Kroger, Albertsons merger trials end in Colorado, Washington
Washington state judge will make decision on Nov. 15; no date set for Colorado
The simultaneous Kroger, Albertsons merger trials in Colorado and the state of Washington heard closing arguments this week, and in both cases they focused on the same points as the recent federal case against the merger: competition, prices, and jobs.
In Washington, where the pending $24.6 billion merger would impact nearly half of the state’s grocery market, the case wrapped up Tuesday.
When he first filed the suit in January, Washington Attorney General Bob Ferguson said the deal would lead to higher prices for shoppers. On Tuesday in King County Superior Court in Seattle, the state’s lawyer Attorney Glenn Pomerantz said during closing arguments that the Kroger and Albertsons banners compete daily in basically every facet of grocery, including promotional prices, quality of products, and even store hours, reported local media affiliate Fox 13.
The merger would eliminate the head-to-head battles, leading to higher grocery prices in the area, Pomerantz stressed.
The merger deal also includes the divestiture of almost 600 stores, which would be sold to C&S Wholesale Grocers. The legal team representing Washington questioned if C&S was capable of handling such a task while maintaining the same standards of quality, pricing, and service, reported Fox 13.
The Kroger, Albertsons defense team defined competition differently, much like it did during the FTC case. Kroger and Albertsons argue that Walmart is the lead dog in the grocery industry, with a 3.4% price lead in the market.
“Walmart is the silver bullet in the literal sense of the term,” said Kroger, Albertsons attorney Mark Perry. “It is the competitive threat, the existential threat to the grocery retail industry in the United States.
“Walmart has taken over virtually every town across the United States,” Fox 13 reported Perry saying.
In Colorado, lawyers for the state Attorney General’s office said when it comes to [Kroger and Albertsons’] assurances and promises, “watch what they do, not what they say,” reported the Colorado Sun.
Colorado Attorney General Phil Weiser filed the lawsuit against the merger in February and argued that the proposal to divest 579 stores to C&S is “inadequate” and that the merger would hurt consumers and workers.
Colorado State Attorney Arthur Biller claimed Kroger created a noncompetitive zone of stores on the state’s Western Slope, with higher prices for consumers as a result.
Biller also argued that C&S has a history of underperforming stores.
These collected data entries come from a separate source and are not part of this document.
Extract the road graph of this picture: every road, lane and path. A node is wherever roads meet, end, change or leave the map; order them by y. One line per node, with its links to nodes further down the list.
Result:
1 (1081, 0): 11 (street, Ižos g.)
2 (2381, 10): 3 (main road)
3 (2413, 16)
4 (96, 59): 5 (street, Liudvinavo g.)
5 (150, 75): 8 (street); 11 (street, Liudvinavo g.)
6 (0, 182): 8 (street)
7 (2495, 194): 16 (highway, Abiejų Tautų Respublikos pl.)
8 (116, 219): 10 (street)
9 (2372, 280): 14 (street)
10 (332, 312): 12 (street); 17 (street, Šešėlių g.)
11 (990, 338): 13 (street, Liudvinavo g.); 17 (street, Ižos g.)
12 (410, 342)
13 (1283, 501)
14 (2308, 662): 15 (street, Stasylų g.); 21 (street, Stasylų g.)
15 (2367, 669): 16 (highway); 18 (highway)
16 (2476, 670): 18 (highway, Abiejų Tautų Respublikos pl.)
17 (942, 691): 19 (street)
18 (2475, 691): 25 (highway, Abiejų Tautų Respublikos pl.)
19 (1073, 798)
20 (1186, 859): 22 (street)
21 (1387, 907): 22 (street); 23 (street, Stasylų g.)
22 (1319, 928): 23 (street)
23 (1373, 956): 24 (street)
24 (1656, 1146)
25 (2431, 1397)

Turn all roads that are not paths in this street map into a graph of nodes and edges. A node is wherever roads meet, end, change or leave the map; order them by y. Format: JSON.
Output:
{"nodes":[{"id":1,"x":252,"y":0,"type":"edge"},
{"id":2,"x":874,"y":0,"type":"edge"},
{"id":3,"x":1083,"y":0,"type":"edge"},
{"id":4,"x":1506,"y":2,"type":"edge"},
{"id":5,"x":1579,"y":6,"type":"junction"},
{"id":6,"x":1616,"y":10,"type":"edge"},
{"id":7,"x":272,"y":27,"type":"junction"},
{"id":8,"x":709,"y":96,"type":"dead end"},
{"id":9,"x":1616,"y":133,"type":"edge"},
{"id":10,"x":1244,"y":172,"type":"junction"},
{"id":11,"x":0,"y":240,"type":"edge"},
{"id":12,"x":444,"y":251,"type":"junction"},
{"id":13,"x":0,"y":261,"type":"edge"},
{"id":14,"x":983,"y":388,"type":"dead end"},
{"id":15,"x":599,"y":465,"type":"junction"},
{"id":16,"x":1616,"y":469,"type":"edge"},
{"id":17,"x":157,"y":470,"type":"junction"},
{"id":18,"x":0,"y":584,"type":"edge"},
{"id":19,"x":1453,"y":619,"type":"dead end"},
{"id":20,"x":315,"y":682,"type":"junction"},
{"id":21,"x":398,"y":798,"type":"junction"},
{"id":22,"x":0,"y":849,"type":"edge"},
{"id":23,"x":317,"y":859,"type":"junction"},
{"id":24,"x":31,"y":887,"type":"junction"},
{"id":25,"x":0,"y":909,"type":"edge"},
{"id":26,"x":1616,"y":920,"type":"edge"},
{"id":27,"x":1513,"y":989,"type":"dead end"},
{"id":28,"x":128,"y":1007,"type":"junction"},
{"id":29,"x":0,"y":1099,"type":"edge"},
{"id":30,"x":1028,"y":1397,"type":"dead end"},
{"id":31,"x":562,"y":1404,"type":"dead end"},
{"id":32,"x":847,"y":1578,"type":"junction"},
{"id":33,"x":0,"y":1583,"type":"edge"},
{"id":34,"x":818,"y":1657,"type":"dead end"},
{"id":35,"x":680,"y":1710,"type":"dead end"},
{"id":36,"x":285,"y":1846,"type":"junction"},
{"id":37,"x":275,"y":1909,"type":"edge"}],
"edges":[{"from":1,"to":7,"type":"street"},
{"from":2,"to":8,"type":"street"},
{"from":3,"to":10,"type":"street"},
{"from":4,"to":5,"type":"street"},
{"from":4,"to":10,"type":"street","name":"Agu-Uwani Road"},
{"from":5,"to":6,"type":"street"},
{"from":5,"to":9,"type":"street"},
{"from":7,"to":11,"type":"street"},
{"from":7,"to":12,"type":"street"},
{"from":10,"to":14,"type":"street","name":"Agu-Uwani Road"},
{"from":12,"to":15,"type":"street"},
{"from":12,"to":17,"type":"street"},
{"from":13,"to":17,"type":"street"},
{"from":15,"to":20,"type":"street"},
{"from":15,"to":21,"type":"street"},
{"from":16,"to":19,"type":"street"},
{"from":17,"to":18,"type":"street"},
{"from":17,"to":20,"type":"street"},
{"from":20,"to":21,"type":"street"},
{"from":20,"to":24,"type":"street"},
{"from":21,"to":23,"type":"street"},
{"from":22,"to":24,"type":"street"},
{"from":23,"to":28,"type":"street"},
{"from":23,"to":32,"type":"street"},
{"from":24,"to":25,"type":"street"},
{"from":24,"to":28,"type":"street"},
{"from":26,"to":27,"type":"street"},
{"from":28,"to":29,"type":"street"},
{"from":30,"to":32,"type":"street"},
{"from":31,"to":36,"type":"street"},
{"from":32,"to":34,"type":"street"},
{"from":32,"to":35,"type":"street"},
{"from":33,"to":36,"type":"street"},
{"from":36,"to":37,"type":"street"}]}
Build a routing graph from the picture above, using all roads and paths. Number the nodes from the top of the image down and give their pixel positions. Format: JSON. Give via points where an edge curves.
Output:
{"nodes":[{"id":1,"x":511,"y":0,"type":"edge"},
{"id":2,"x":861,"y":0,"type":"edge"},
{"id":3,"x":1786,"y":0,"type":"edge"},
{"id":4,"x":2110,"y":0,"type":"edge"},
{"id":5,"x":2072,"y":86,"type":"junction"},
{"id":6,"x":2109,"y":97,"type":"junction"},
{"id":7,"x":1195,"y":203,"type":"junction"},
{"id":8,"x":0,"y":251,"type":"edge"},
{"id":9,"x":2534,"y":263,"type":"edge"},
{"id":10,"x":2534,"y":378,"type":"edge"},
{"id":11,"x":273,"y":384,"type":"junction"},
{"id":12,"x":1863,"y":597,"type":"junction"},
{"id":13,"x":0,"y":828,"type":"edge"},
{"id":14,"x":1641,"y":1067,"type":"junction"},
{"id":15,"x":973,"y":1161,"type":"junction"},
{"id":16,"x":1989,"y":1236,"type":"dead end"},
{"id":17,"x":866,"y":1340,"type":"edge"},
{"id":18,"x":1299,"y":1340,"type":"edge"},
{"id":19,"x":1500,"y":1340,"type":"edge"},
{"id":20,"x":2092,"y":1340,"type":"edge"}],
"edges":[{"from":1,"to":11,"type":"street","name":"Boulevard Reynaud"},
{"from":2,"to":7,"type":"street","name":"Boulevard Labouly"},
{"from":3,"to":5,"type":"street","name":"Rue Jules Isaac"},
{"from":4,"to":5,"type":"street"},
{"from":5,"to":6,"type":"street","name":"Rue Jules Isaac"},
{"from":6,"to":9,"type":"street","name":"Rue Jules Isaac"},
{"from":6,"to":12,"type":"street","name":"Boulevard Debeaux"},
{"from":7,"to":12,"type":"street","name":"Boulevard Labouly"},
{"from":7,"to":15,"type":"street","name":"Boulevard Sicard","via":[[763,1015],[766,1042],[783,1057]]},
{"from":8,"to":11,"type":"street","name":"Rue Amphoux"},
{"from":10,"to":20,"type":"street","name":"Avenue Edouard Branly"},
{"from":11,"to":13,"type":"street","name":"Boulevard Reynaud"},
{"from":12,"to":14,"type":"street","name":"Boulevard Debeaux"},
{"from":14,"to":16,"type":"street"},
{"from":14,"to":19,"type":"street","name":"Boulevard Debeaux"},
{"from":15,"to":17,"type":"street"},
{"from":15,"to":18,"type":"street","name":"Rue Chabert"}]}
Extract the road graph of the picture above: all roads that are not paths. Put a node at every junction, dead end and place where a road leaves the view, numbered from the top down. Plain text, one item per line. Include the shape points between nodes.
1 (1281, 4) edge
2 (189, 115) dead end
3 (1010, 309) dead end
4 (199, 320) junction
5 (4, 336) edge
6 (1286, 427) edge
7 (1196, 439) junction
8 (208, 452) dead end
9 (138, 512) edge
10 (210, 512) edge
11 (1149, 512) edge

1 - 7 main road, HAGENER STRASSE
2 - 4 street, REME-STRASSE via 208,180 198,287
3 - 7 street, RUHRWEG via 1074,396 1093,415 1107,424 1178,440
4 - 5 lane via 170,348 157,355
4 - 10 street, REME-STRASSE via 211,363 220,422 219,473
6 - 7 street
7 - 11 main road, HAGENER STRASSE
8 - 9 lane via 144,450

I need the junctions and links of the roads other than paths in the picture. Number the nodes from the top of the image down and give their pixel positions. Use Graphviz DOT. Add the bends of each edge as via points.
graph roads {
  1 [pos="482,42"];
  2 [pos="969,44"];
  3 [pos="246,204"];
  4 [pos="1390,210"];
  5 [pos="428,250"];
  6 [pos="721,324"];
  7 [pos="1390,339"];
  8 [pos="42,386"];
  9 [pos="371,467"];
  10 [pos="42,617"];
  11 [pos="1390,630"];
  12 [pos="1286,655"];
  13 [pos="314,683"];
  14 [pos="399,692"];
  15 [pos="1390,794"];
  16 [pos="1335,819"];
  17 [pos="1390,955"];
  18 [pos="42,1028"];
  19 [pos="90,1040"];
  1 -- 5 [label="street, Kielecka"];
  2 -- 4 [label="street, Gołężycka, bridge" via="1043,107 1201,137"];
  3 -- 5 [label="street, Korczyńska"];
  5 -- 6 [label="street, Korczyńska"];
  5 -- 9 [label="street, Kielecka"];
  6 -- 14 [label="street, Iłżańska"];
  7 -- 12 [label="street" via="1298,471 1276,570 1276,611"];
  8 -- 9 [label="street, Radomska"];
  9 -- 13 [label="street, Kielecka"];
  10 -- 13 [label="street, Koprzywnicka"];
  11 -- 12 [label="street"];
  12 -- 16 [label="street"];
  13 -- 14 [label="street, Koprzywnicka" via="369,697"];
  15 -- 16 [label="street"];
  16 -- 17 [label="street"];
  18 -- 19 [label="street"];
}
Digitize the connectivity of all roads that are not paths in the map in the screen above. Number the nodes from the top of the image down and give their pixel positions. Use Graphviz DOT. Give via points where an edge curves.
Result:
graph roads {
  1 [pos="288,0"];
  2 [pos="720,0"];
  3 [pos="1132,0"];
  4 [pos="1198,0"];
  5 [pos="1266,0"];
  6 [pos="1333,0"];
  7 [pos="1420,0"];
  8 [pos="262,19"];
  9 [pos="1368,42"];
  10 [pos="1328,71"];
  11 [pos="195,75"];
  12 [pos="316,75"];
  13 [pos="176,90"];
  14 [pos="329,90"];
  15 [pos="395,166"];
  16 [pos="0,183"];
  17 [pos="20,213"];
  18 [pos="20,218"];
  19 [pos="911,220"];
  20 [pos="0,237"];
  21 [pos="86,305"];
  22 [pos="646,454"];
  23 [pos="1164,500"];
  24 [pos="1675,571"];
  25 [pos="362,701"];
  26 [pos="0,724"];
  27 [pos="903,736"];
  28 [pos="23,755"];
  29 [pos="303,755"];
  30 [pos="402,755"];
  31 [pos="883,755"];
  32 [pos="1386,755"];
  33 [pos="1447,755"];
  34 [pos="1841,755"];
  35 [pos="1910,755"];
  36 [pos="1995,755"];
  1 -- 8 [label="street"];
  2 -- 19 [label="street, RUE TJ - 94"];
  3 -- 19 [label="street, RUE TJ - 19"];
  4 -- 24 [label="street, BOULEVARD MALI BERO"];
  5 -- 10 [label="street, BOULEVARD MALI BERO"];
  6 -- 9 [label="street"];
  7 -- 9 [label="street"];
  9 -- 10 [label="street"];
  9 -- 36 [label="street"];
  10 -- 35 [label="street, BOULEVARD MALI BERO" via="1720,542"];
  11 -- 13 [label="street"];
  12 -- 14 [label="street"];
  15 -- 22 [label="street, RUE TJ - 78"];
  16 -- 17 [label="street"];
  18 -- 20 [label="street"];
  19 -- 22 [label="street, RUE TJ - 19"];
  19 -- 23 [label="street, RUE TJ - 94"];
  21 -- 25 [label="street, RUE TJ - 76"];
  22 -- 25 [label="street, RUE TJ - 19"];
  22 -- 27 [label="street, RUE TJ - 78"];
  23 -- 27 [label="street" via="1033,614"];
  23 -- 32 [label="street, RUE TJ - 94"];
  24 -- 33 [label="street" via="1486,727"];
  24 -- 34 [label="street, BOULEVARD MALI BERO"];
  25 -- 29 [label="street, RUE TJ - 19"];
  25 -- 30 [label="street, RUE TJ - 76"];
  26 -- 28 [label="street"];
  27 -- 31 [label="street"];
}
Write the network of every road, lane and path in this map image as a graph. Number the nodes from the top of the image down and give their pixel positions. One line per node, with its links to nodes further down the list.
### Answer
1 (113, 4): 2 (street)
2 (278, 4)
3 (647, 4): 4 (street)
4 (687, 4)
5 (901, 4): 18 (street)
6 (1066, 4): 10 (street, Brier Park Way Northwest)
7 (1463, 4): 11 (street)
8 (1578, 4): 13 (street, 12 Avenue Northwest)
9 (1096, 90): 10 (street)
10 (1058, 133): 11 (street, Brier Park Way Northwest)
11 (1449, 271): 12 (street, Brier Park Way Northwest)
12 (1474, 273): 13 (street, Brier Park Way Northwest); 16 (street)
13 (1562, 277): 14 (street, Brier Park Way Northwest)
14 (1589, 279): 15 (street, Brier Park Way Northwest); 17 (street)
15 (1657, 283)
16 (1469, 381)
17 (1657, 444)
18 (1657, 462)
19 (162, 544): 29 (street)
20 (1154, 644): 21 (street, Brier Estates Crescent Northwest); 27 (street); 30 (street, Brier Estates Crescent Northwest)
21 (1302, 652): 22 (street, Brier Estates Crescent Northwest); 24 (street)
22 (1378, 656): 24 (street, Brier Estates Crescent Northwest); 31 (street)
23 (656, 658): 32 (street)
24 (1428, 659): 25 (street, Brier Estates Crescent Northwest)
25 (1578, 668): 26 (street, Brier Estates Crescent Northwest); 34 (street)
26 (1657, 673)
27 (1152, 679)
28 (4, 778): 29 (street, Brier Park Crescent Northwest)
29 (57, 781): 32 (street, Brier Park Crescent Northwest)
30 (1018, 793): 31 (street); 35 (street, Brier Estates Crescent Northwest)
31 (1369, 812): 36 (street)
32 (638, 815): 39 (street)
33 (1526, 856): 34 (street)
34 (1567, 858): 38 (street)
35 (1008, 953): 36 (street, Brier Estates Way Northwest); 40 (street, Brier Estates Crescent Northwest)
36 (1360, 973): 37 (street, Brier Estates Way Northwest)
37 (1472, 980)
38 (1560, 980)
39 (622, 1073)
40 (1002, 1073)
Albertsons operates 105 stores in Colorado, which would all be acquired by Kroger should the merger go through. From there, the Cincinnati-based grocer would keep 14 Safeways and sell the rest to C&S.
Albertsons and C&S executives said in earlier testimony that 40 low-performing stores, including eight in Colorado, would be turned over to C&S and that none of the stores would close. But during closing arguments, Biller produced a press release from C&S indicating that it was very possible that the stores would indeed close after the deal went through.
Colorado state attorneys used closing arguments to discredit several witnesses for the state. Roger Davidson, an industry consultant, testified that stores transitioned to C&S will see a drop in revenue and some will close.
Kroger, Albertsons Attorney Matt Wolf then accused Davidson of lying about his academic credentials and having a conflict of interest, said The Denver Post. Another state witness, Nitin Dua, was also criticized for downplaying the competition of Costco, Amazon, and other grocers.
Prosecutors in both states also brought up concerns around grocery jobs being eliminated if the merger is approved.
Denver District Court Judge Andrew Luxen said both sides will have until Nov. 7 to get all exhibit documents filed. There was no timetable set for a decision.
Washington state is expected to deliver a ruling during a Nov. 15 hearing.